◆ PROBLEM
What you produce should be an exact transcription of the data, minus any pictures.

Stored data
Content starts

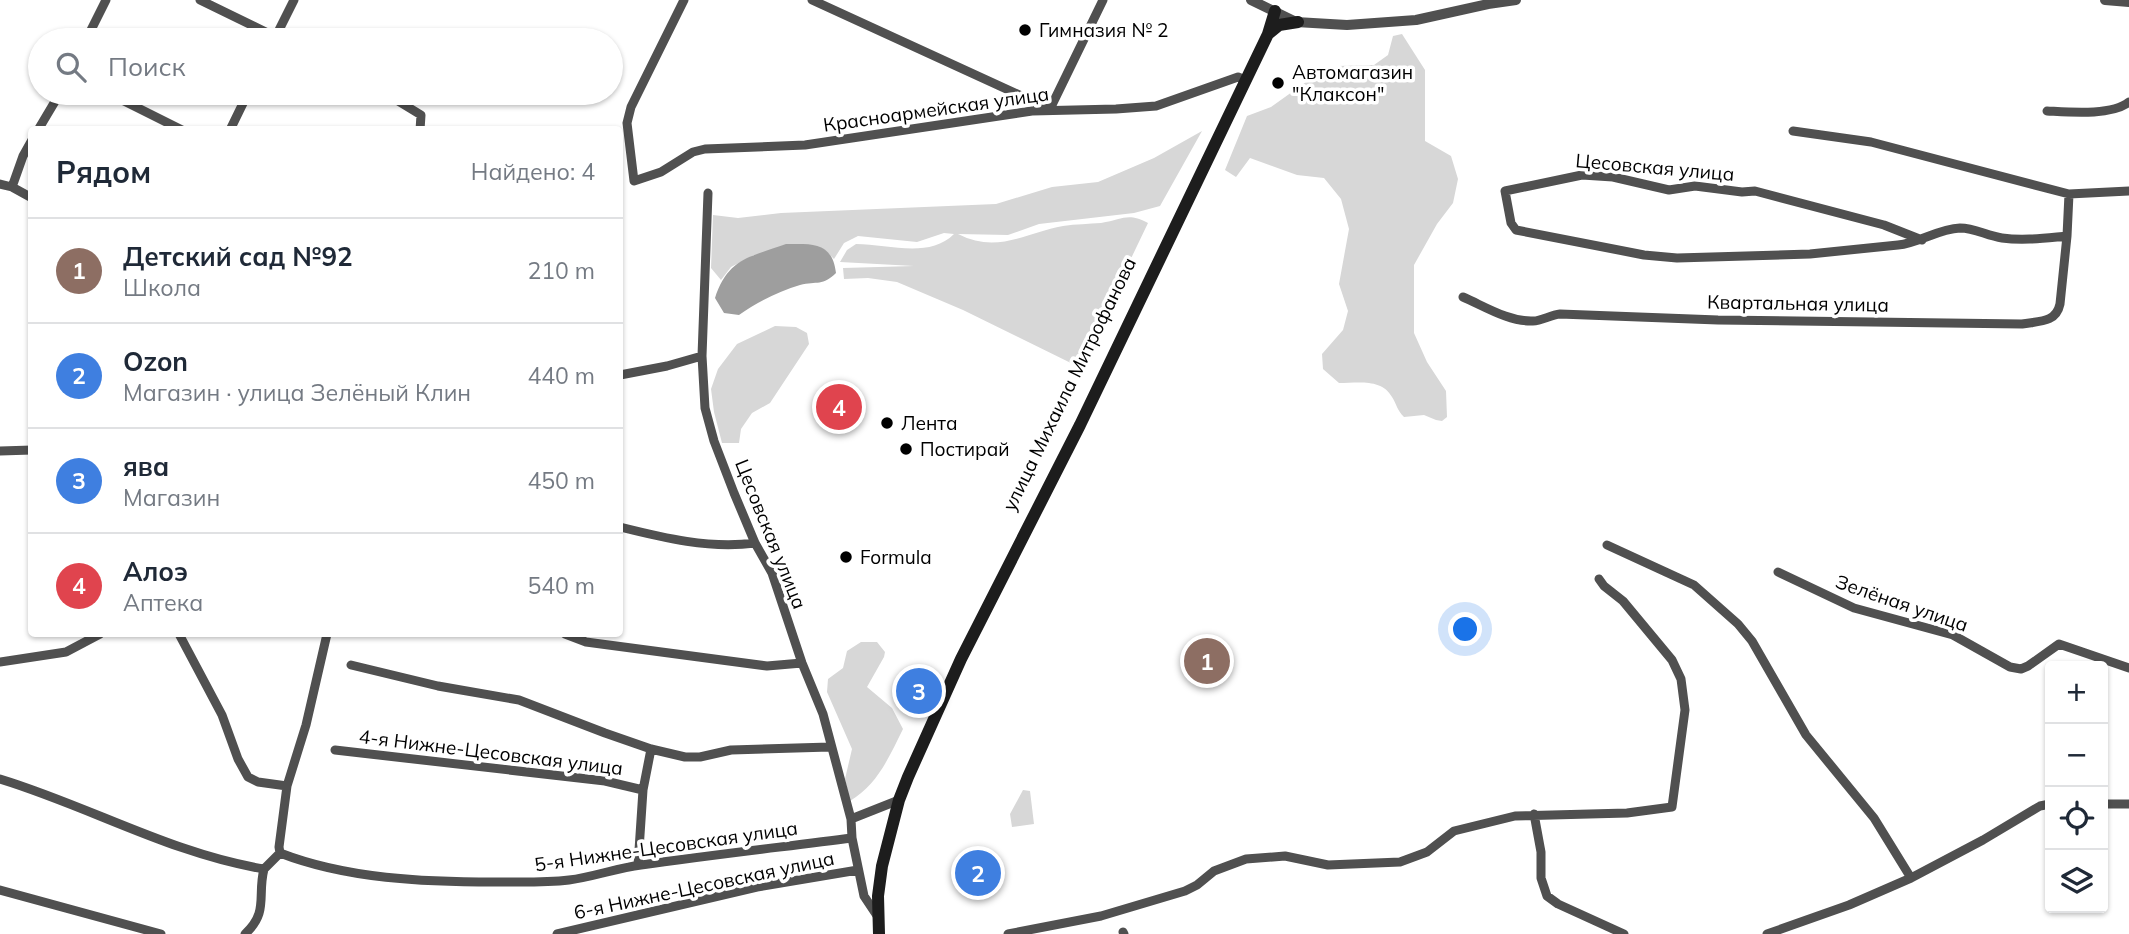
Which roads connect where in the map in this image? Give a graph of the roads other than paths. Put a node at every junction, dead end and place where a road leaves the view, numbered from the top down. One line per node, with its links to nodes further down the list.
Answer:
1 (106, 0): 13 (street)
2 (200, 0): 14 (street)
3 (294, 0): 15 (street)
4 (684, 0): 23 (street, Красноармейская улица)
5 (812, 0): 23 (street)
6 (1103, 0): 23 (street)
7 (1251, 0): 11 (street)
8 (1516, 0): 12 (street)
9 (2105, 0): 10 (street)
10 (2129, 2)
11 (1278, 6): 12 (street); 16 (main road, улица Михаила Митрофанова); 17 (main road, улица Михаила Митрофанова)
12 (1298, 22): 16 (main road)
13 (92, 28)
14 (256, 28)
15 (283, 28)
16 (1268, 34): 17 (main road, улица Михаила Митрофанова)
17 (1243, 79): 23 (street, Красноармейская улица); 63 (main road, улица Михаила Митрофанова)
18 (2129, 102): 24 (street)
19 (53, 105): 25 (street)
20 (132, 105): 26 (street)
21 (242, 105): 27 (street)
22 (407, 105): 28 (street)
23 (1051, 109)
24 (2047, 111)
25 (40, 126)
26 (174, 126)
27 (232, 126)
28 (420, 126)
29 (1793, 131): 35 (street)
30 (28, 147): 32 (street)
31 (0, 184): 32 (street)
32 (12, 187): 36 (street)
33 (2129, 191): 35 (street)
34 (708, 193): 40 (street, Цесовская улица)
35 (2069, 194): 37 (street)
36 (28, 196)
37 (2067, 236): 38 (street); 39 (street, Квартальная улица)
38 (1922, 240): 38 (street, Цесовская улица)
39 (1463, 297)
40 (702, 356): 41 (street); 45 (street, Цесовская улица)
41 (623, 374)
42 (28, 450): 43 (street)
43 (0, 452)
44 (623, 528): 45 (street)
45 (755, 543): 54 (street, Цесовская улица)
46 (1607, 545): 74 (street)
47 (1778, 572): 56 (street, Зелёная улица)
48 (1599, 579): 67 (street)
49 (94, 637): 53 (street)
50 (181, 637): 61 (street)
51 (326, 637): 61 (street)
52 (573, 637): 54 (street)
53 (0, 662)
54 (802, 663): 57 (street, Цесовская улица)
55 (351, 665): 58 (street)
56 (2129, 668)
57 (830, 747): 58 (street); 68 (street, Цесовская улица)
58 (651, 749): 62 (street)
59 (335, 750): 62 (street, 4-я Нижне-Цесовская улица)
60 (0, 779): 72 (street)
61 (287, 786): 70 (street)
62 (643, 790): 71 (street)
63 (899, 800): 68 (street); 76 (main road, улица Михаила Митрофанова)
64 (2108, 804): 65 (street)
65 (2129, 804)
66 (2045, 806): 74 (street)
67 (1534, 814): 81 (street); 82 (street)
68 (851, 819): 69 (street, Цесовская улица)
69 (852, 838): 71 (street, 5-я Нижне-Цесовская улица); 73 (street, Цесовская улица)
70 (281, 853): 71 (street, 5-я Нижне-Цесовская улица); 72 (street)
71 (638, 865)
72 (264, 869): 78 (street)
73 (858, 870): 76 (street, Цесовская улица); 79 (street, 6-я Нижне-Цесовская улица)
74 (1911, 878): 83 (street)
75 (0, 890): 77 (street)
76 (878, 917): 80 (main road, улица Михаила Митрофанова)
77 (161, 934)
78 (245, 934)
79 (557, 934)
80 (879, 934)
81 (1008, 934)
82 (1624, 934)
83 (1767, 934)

Content ends

◆ ANSWER BOX
Which roads connect where in the map in this image? Give a graph of the roads other than paths. Put a node at every junction, dead end and place where a road leaves the view, numbered from the top down. One line per node, with its links to nodes further down the list.
Answer:
1 (106, 0): 13 (street)
2 (200, 0): 14 (street)
3 (294, 0): 15 (street)
4 (684, 0): 23 (street, Красноармейская улица)
5 (812, 0): 23 (street)
6 (1103, 0): 23 (street)
7 (1251, 0): 11 (street)
8 (1516, 0): 12 (street)
9 (2105, 0): 10 (street)
10 (2129, 2)
11 (1278, 6): 12 (street); 16 (main road, улица Михаила Митрофанова); 17 (main road, улица Михаила Митрофанова)
12 (1298, 22): 16 (main road)
13 (92, 28)
14 (256, 28)
15 (283, 28)
16 (1268, 34): 17 (main road, улица Михаила Митрофанова)
17 (1243, 79): 23 (street, Красноармейская улица); 63 (main road, улица Михаила Митрофанова)
18 (2129, 102): 24 (street)
19 (53, 105): 25 (street)
20 (132, 105): 26 (street)
21 (242, 105): 27 (street)
22 (407, 105): 28 (street)
23 (1051, 109)
24 (2047, 111)
25 (40, 126)
26 (174, 126)
27 (232, 126)
28 (420, 126)
29 (1793, 131): 35 (street)
30 (28, 147): 32 (street)
31 (0, 184): 32 (street)
32 (12, 187): 36 (street)
33 (2129, 191): 35 (street)
34 (708, 193): 40 (street, Цесовская улица)
35 (2069, 194): 37 (street)
36 (28, 196)
37 (2067, 236): 38 (street); 39 (street, Квартальная улица)
38 (1922, 240): 38 (street, Цесовская улица)
39 (1463, 297)
40 (702, 356): 41 (street); 45 (street, Цесовская улица)
41 (623, 374)
42 (28, 450): 43 (street)
43 (0, 452)
44 (623, 528): 45 (street)
45 (755, 543): 54 (street, Цесовская улица)
46 (1607, 545): 74 (street)
47 (1778, 572): 56 (street, Зелёная улица)
48 (1599, 579): 67 (street)
49 (94, 637): 53 (street)
50 (181, 637): 61 (street)
51 (326, 637): 61 (street)
52 (573, 637): 54 (street)
53 (0, 662)
54 (802, 663): 57 (street, Цесовская улица)
55 (351, 665): 58 (street)
56 (2129, 668)
57 (830, 747): 58 (street); 68 (street, Цесовская улица)
58 (651, 749): 62 (street)
59 (335, 750): 62 (street, 4-я Нижне-Цесовская улица)
60 (0, 779): 72 (street)
61 (287, 786): 70 (street)
62 (643, 790): 71 (street)
63 (899, 800): 68 (street); 76 (main road, улица Михаила Митрофанова)
64 (2108, 804): 65 (street)
65 (2129, 804)
66 (2045, 806): 74 (street)
67 (1534, 814): 81 (street); 82 (street)
68 (851, 819): 69 (street, Цесовская улица)
69 (852, 838): 71 (street, 5-я Нижне-Цесовская улица); 73 (street, Цесовская улица)
70 (281, 853): 71 (street, 5-я Нижне-Цесовская улица); 72 (street)
71 (638, 865)
72 (264, 869): 78 (street)
73 (858, 870): 76 (street, Цесовская улица); 79 (street, 6-я Нижне-Цесовская улица)
74 (1911, 878): 83 (street)
75 (0, 890): 77 (street)
76 (878, 917): 80 (main road, улица Михаила Митрофанова)
77 (161, 934)
78 (245, 934)
79 (557, 934)
80 (879, 934)
81 (1008, 934)
82 (1624, 934)
83 (1767, 934)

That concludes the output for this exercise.